By Danya Hooker, firstname.lastname@example.org
Against the wishes of Stacy Peterson’s loved ones, Will County board members narrowly defeated a measure to include a referendum on the November ballot that would have asked voters if the county should replace elected coroners with appointed medical examiners.
Board members voted 14-12 against the referendum. The seven board Democrats were joined by seven Republicans in defeating the motion, effectively killing its chances of winning approval in time for the November ballot. Hounded by questions regarding the efficiency and cost of switching to a medical examiner’s office, several board members said they would like to continue to probe the possibility for a future referendum.
The vote came after nearly two hours of board debate and audience testimony, including arguments from friends and family of missing Bolingbrook mother Stacy Peterson, whose husband, Drew Peterson, is the sole suspect in her disappearance. Those close to Stacy Peterson said she would likely not be missing had authorities, including the coroner’s office, fully investigated the March 2004 death of Kathleen Savio, Drew Peterson’s third wife.
“I believe in my heart, that had Kathleen Savio’s case been properly handled, my sister would most likely be alive today,” Stacy Peterson’s sister, Cassandra Cales, said. “I cannot help thinking about that on a regular basis and believe that no family member should suffer the emotional roller coaster that I have been on the last 10 months.”
Savio was found drowned in a dry bathtub in her Bolingbrook home. At the time, a six-person coroner’s jury ruled the death an accident, despite what many authorities now say were strong indications of a homicide, including a laceration on her head, and the lack of a blood trail that should have occurred if water had slowly leaked out of the tub after a fall, as originally assumed.
The ruling stood for nearly four years until Stacy Peterson suddenly vanished on Oct. 28. Almost immediately, investigators began reexamining Savio’s death and exhumed her body in November. By February, two pathologists had ruled her death a homicide.

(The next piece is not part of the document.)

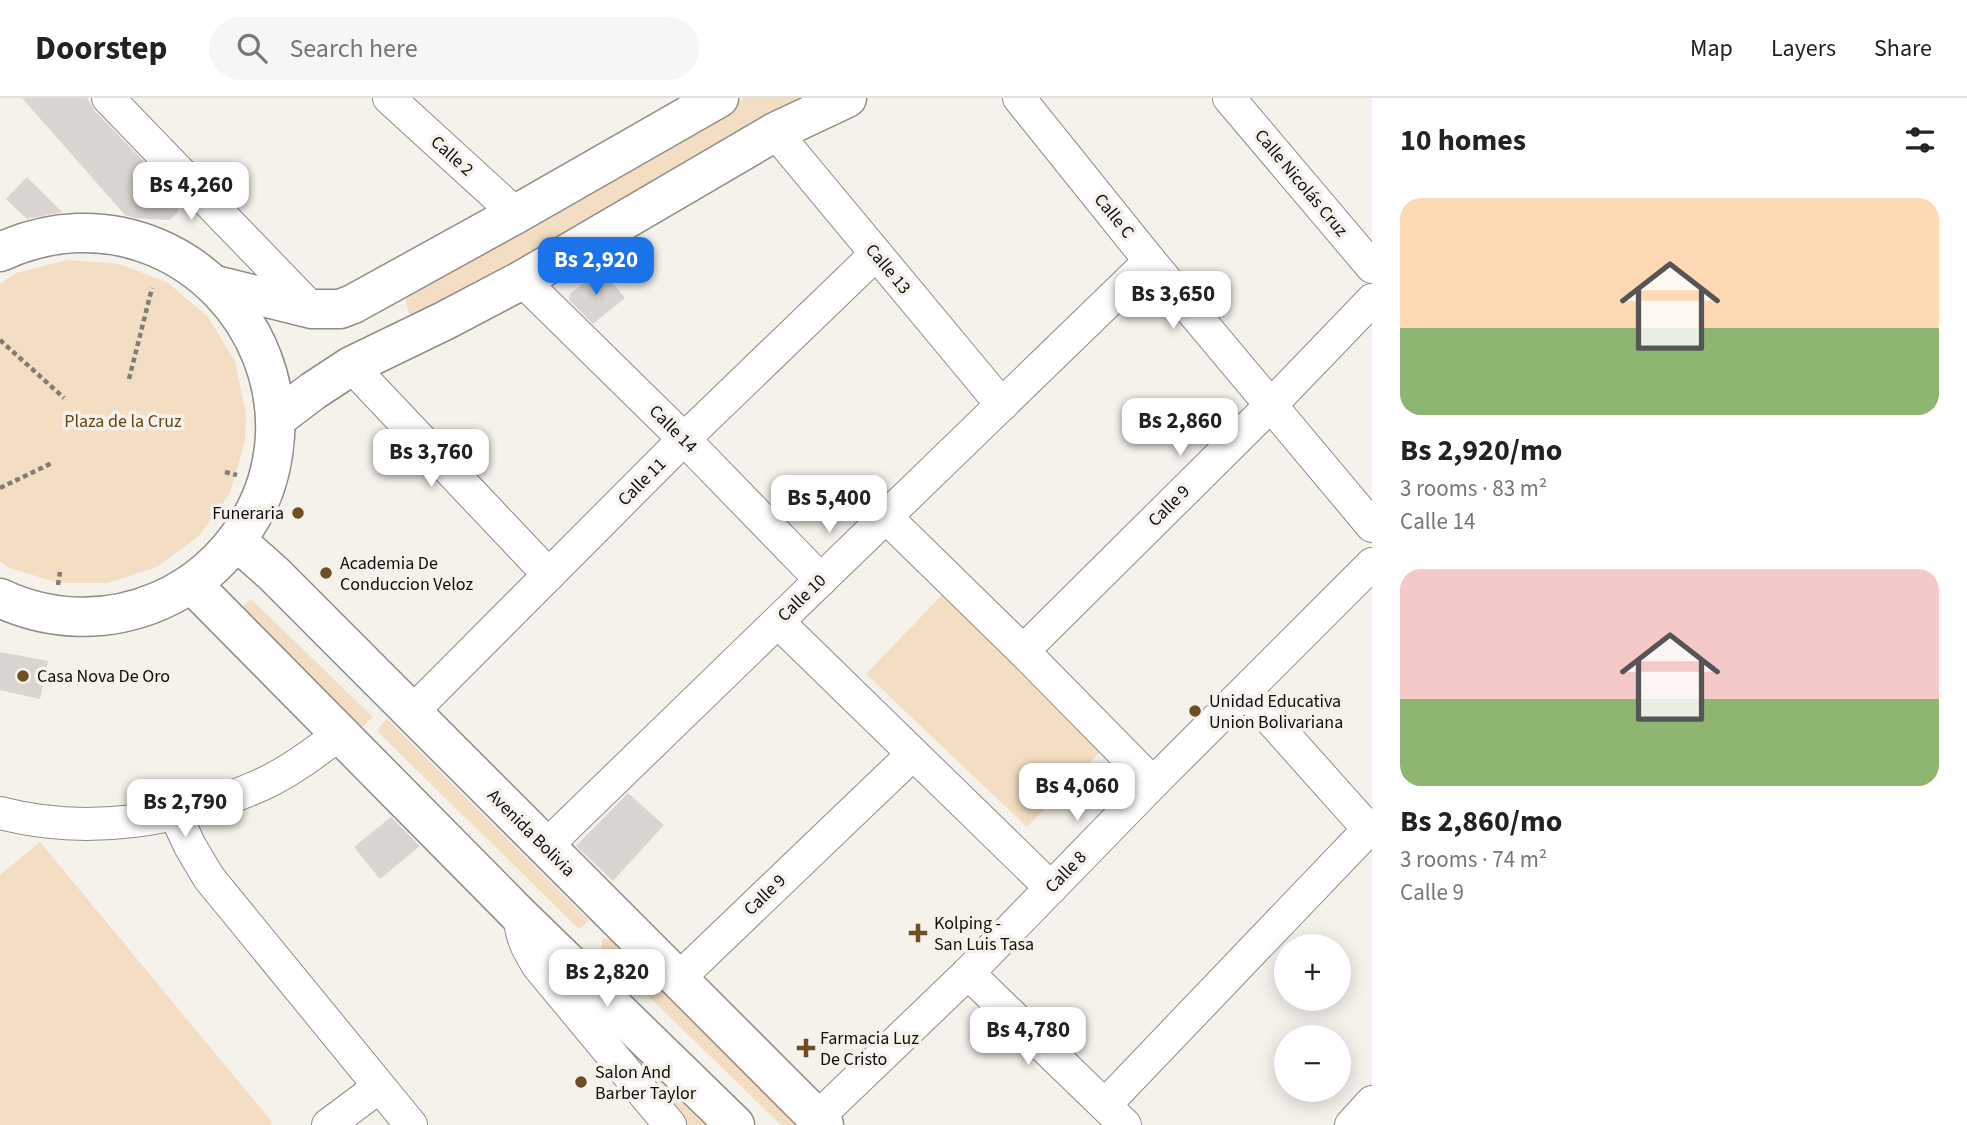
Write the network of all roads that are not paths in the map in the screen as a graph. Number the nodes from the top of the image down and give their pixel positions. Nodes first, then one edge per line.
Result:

The homicide rulings led many to criticize the coroner’s office and eventually led to the push for replacing an elected coroner with an appointed medical examiner. Many opponents of the referendum said the measure was simply a political move by Republican board members to oust Democratic Coroner Patrick O’Neil, who has held the position for 16 years.
Republican board members Kathleen Konicki and Wayne McMillan said their constituents are no longer confident in the office and deserve a chance to decide if they want to keep it.
“Clearly, something went wrong four or five years ago,” Konicki said. “There is nobody today who doesn’t believe that the ball was dropped back then.”
But Will County State’s Attorney James Glasgow, who was not in office at the time of Savio’s death, said the jury’s ruling in Savio’s case did not prohibit police and the state’s attorney’s office from continuing an investigation and filing charges.
“I don’t believe this would’ve happened on my watch,” Glasgow said.
Glasgow also cautioned board members against approving a medical examiner’s office that is board certified but not accredited by the National Association of Medical Examiners, as the tentative referendum planned. A non-accredited office, Glasgow said, would render prosecutors helpless against defense attorneys aiming to discredit testimony.
“You’re going to tie my hands,” Glasgow warned board members. “Bottom line is, you can’t do it halfway.”
The board heeded Glasgow’s advice and quickly voted 14-12 to change the referendum to mandate an accredited office. The question then came to money.
Preliminary estimates for switching to a board certified but non-accredited medical examiner’s office showed the city would spend about $452,000 extra annually, according to an analysis by the state Coroners and Medical Examiners Association. The cost of a credited office would require an additional investment of $5 million to $7 million in additional technology and staff.
Some board members balked at the increased cost without convincing evidence that a medical examiner’s office would significantly change or improve the death investigation process.
After the votes were tallied and Stacy Peterson’s supporters in the audience found themselves on the losing side, the group huddled together and vowed to continue their quest.
“I knew it was going to be an uphill battle and of course we were discouraged,” Penning said. “But we feel we’ve done due diligence to speak on (Savio’s and Peterson’s) behalf and hopefully on behalf of future individuals who might befall this tragic circumstance.”